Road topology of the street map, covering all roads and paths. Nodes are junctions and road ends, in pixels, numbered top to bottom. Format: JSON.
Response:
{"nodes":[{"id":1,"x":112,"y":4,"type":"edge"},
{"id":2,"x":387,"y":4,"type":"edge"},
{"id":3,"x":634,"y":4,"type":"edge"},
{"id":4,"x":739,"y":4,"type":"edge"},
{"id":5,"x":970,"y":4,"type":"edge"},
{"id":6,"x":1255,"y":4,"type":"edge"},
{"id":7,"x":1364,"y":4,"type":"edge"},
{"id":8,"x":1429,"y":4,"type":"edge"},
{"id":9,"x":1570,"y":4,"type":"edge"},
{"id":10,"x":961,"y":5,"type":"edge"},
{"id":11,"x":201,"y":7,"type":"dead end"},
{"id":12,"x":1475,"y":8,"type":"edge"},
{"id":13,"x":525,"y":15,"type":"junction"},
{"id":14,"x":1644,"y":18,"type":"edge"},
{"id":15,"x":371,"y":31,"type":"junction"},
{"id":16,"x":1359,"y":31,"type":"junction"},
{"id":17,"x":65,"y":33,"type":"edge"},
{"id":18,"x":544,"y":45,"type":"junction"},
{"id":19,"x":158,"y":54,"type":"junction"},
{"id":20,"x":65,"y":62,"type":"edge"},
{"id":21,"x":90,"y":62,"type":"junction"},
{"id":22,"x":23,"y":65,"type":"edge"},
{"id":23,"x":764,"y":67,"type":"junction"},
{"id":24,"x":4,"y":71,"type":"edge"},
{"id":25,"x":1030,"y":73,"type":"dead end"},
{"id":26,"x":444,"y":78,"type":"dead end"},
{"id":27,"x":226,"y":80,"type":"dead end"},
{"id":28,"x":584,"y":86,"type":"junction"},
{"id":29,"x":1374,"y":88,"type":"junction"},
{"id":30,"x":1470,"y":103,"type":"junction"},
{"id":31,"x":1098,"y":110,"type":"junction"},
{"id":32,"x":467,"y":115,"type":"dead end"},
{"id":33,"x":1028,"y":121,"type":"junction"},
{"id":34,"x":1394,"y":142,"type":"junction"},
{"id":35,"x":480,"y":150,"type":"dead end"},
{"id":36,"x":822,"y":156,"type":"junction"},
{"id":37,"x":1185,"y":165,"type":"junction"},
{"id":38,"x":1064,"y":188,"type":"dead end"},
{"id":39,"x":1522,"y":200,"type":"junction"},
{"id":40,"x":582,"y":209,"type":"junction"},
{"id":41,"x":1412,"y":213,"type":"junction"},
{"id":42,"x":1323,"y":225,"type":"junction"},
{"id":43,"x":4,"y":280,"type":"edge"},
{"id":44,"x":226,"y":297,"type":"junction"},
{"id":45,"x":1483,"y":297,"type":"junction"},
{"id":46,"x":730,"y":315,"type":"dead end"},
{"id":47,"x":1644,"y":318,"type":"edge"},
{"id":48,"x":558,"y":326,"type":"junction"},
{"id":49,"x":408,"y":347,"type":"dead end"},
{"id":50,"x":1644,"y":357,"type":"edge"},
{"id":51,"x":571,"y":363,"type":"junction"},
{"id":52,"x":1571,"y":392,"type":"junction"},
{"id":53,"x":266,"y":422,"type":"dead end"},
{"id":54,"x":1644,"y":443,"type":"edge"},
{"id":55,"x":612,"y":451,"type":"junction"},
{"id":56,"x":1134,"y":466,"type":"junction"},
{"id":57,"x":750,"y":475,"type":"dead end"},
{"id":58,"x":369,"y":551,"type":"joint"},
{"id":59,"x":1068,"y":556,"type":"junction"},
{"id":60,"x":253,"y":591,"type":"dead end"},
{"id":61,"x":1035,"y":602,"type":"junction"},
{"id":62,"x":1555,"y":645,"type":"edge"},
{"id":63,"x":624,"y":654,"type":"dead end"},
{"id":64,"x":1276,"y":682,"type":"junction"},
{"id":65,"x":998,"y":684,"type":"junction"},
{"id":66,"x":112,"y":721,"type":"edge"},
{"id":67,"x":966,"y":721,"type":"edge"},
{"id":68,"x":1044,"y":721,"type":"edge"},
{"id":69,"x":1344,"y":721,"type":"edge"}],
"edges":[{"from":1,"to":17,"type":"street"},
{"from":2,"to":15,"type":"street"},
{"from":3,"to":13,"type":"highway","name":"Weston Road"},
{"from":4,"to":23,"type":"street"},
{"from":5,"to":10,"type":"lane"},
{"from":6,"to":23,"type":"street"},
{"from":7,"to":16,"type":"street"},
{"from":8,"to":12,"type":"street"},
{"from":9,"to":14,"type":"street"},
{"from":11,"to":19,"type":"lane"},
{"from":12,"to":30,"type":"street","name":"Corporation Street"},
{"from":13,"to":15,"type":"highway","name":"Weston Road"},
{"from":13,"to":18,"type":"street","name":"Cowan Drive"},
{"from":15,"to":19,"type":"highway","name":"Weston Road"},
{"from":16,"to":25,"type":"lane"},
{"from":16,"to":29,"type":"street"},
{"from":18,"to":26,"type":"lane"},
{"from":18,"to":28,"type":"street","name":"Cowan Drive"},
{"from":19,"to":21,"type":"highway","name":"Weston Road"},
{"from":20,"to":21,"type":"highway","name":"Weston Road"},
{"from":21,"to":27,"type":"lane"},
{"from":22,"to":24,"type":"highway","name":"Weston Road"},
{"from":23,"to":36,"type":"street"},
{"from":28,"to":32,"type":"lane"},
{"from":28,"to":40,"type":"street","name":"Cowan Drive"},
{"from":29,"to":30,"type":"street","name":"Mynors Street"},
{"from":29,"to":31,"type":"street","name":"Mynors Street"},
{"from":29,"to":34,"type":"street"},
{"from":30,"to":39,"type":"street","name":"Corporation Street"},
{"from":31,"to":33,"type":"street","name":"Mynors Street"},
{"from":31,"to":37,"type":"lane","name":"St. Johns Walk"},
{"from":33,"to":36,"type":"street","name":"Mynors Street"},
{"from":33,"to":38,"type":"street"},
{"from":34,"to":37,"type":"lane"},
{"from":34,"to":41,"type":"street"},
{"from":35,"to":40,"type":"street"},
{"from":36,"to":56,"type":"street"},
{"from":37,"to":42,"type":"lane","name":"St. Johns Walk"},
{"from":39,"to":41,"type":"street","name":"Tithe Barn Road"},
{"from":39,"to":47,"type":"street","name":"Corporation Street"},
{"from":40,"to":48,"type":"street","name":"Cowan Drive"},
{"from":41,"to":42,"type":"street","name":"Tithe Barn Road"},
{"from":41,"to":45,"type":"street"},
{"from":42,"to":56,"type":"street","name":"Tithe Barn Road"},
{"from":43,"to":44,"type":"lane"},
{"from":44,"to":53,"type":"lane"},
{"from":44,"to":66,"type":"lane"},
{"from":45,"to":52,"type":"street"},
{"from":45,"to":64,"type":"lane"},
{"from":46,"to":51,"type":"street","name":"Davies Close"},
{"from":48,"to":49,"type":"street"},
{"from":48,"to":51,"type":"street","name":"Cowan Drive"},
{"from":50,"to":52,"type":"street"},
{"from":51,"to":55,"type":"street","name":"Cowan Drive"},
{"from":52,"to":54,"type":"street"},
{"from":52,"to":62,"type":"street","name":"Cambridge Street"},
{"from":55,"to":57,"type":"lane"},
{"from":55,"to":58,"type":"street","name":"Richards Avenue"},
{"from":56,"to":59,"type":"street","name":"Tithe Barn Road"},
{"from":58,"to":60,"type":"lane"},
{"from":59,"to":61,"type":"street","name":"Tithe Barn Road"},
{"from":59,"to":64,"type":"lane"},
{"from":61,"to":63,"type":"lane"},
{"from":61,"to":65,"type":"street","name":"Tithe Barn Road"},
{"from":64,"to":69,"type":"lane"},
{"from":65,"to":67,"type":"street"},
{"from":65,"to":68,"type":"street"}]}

▶ Activity: Going over every line of the entries, tally those containing the string "Walk" and report only the figure.

▶ Answer section: 2